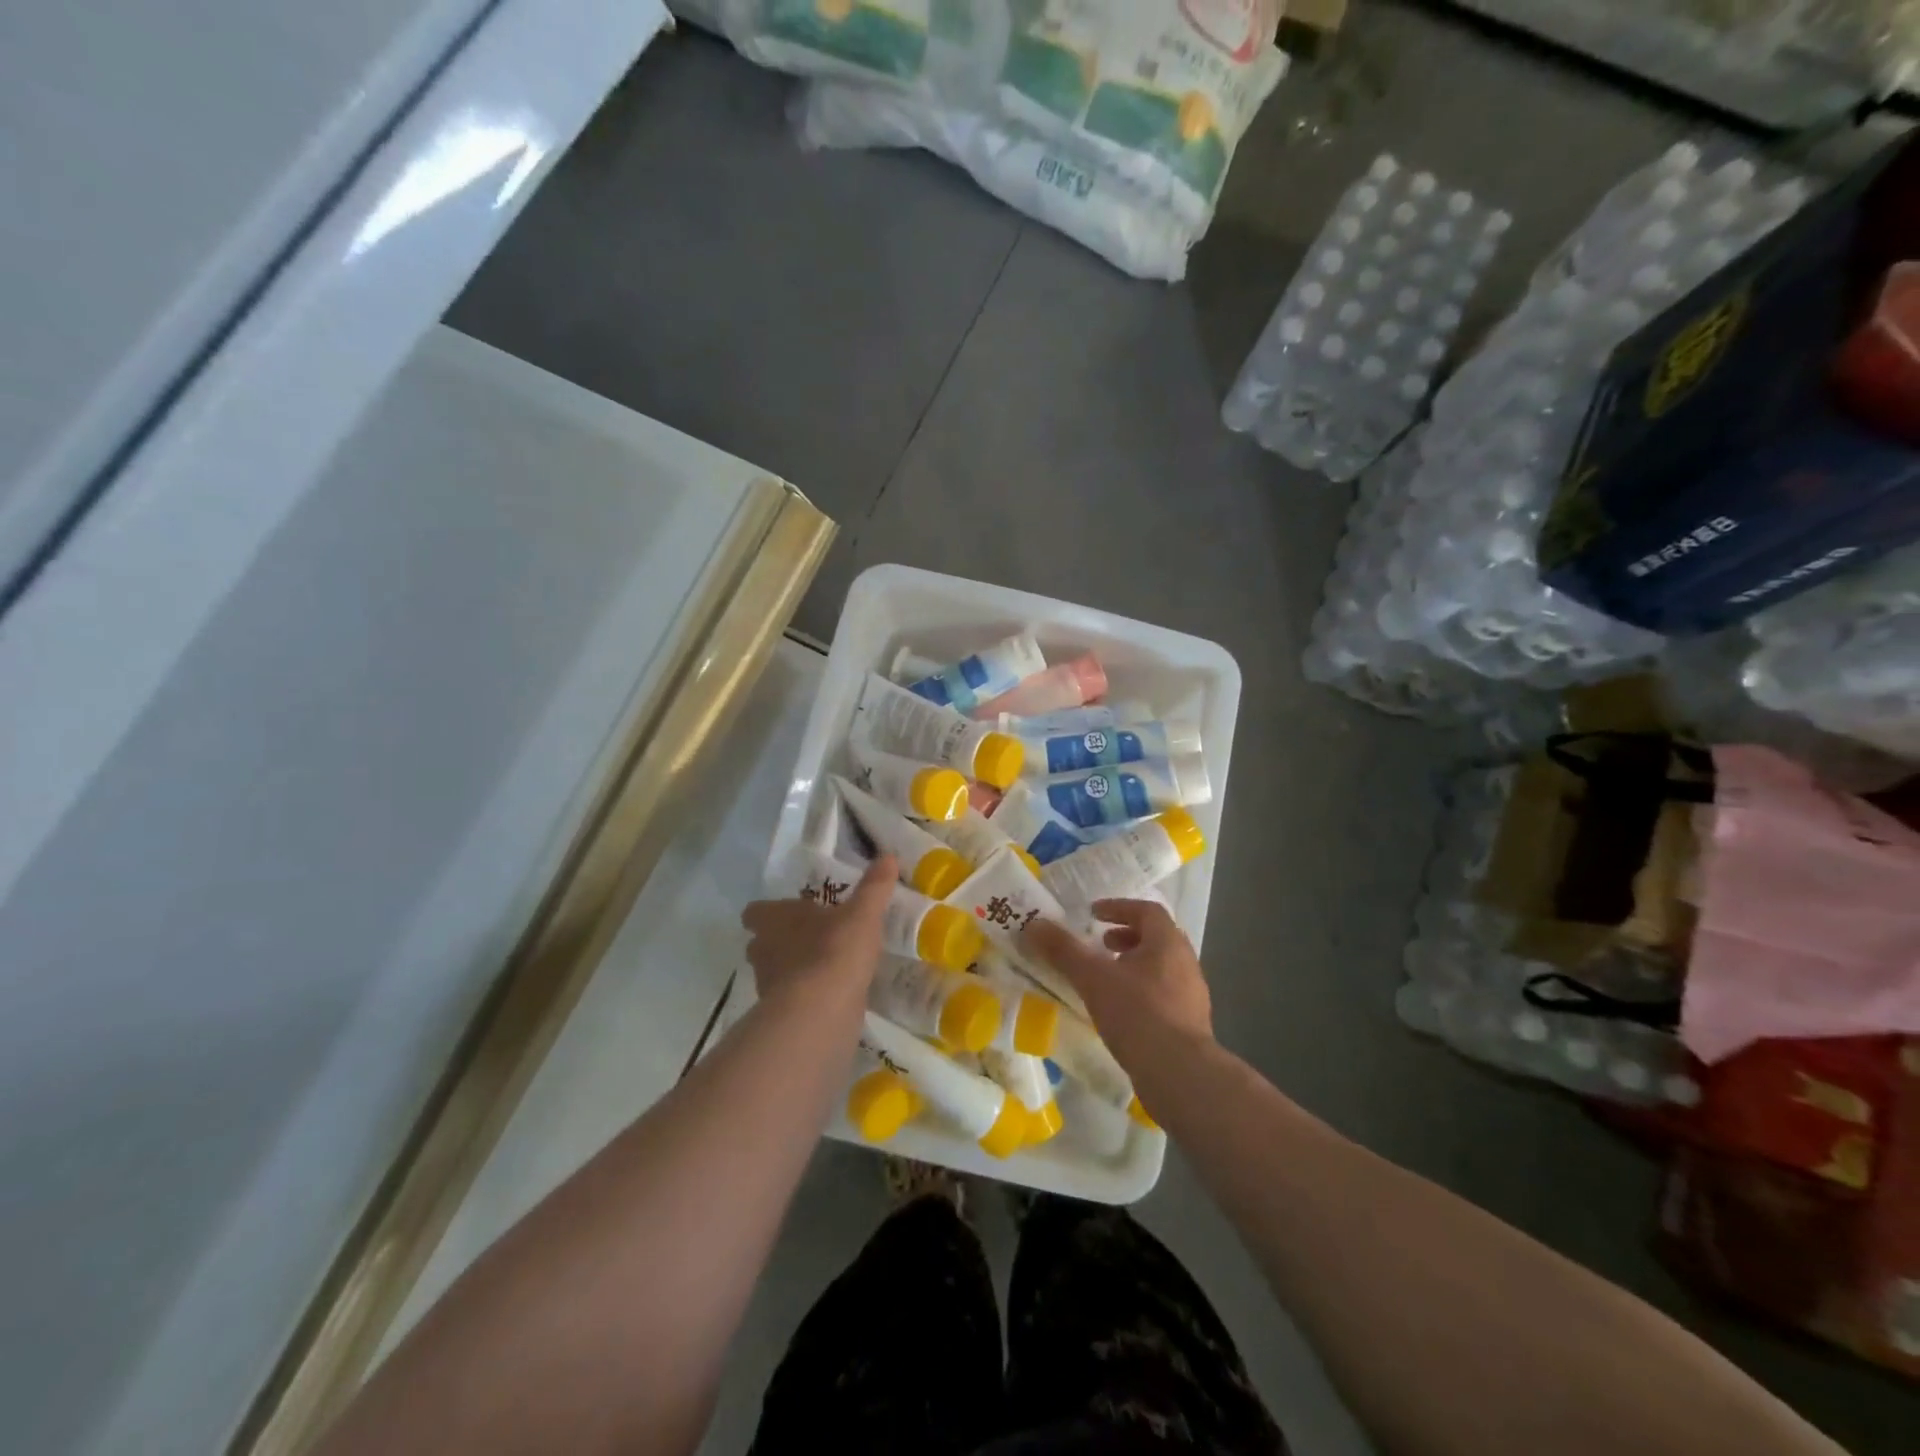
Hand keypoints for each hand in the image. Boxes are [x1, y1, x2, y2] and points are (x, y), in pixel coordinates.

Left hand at [741, 854, 895, 1005]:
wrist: (820, 1012)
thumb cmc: (834, 950)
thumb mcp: (862, 914)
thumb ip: (874, 888)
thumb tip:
========
WORK TASK: Omit every picture, and otherwise quote the entries exactly.

RESPONSE FOR THIS EXERCISE:
Hand keypoints for each hand in the image. Boxes are [x1, y1, x2, y2] and points are (x, y), in pixel coordinates.

Left hand at [741, 854, 895, 1005]:
wrist: (820, 1012)
thumb cmc: (834, 950)
thumb mcp: (862, 914)
thumb ip: (874, 888)
thumb tip:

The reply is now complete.